Community Living North Grenville (CLNG) collected a mountain of food for the Salvation Army Food Bank during the month of May in honour of Community Living Month.
This is the seventh year that CLNG has collected donations for the food bank during Community Living Month. Organizer and CLNG employee, Kaitlyn Utman, started the food drive as a way to give back to the local community. “Our community has been so good to us, and we have a lot of great community partners,” she says.
To make things even more interesting this year, Kaitlyn decided to organize a pie-in-the-face contest to coincide with the food drive. She gathered about 10 willing volunteers and with every donation people could fill out a ballot to vote for who should get a pie in the face. When OPP Constable Dave Holmes came into CLNG to do a presentation on bike safety at the end of May, he noticed the food they already collected and wanted to get involved. Instead of adding him to the ballot, they decided to put out a new challenge to the community. If they were able to collect another 100 items in the last few days of May, they would pie both Constable Holmes and Acting Inspector (AI) Josh Kingsley. “It was kind of a fun little spin, and we well surpassed our goal. Actually, the OPP also contributed. They, I think, donated 20 items, so they really wanted to be pied. I’m not sure why,” Kaitlyn said, laughing.
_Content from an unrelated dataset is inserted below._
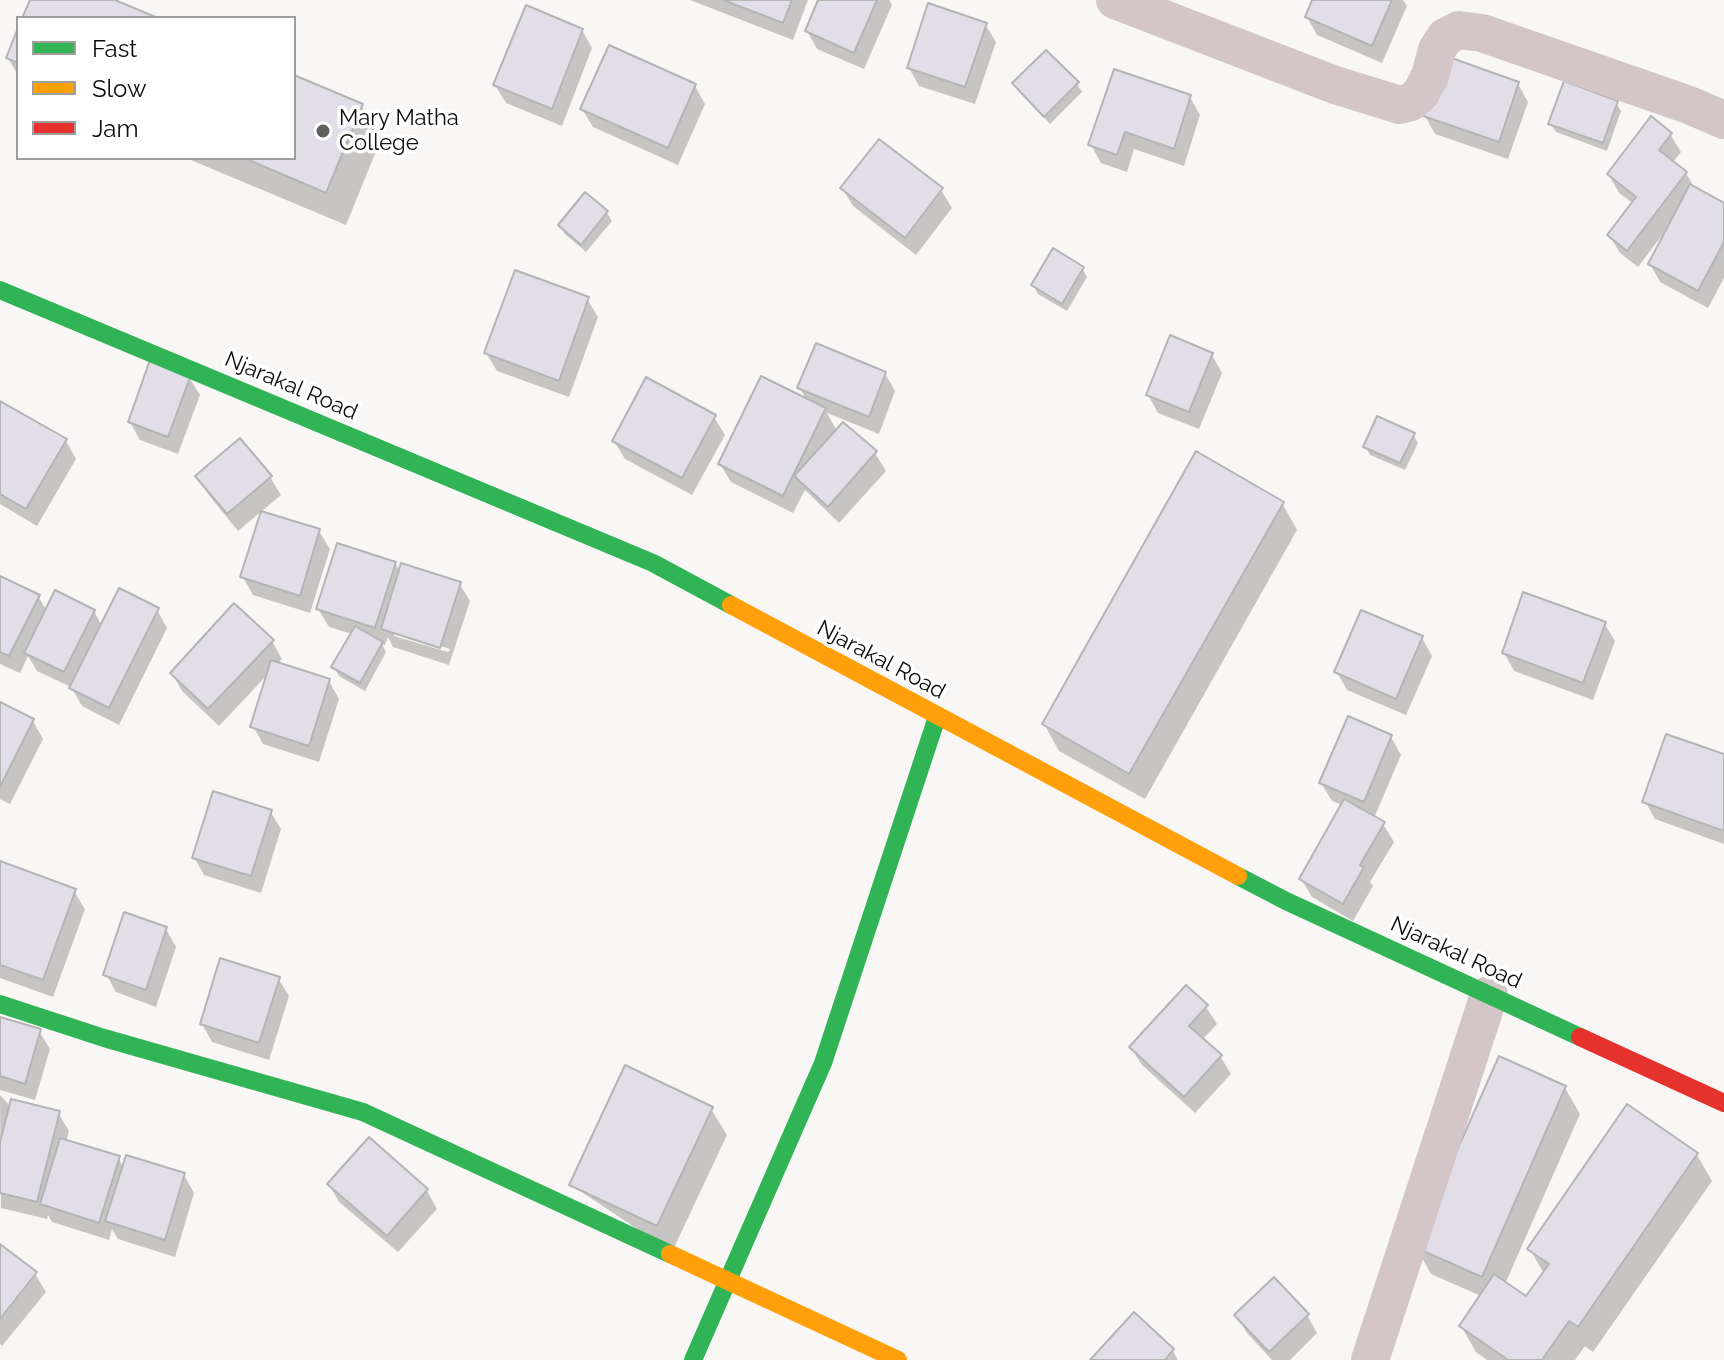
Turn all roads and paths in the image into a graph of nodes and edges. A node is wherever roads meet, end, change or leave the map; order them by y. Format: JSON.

Kaitlyn, CLNG’s Bruce Paterson, their People First President Wayne Richer, Constable Holmes and AI Kingsley where all pied in the face over Zoom last Monday with around 30 people tuning in. “We did it on the last day of May to wrap up Community Living Month,” Kaitlyn said. “Kind of like our final event.”
CLNG collected over 600 items with this year’s food drive, a new record for the organization. Director of the Salvation Army, Calvin Wong, says CLNG’s support is much appreciated. “It’s incredible, especially at a time like this when our numbers have more than tripled,” he says. “Our relationship with Community Living means a lot to us.”
Kaitlyn says her goal throughout Community Living Month was to bring as much kindness and positivity to the community as possible. This is why she also encouraged people to pay-it-forward by doing random acts of kindness throughout the month of May. “People would bring in plants from their gardens to share. I received just recently a nice ten-dollar gift card just randomly – I don’t know who it’s from. Some people would drop off cards to some of our residential locations. It just brought a lot of smiles and a lot of happiness to a lot of people.”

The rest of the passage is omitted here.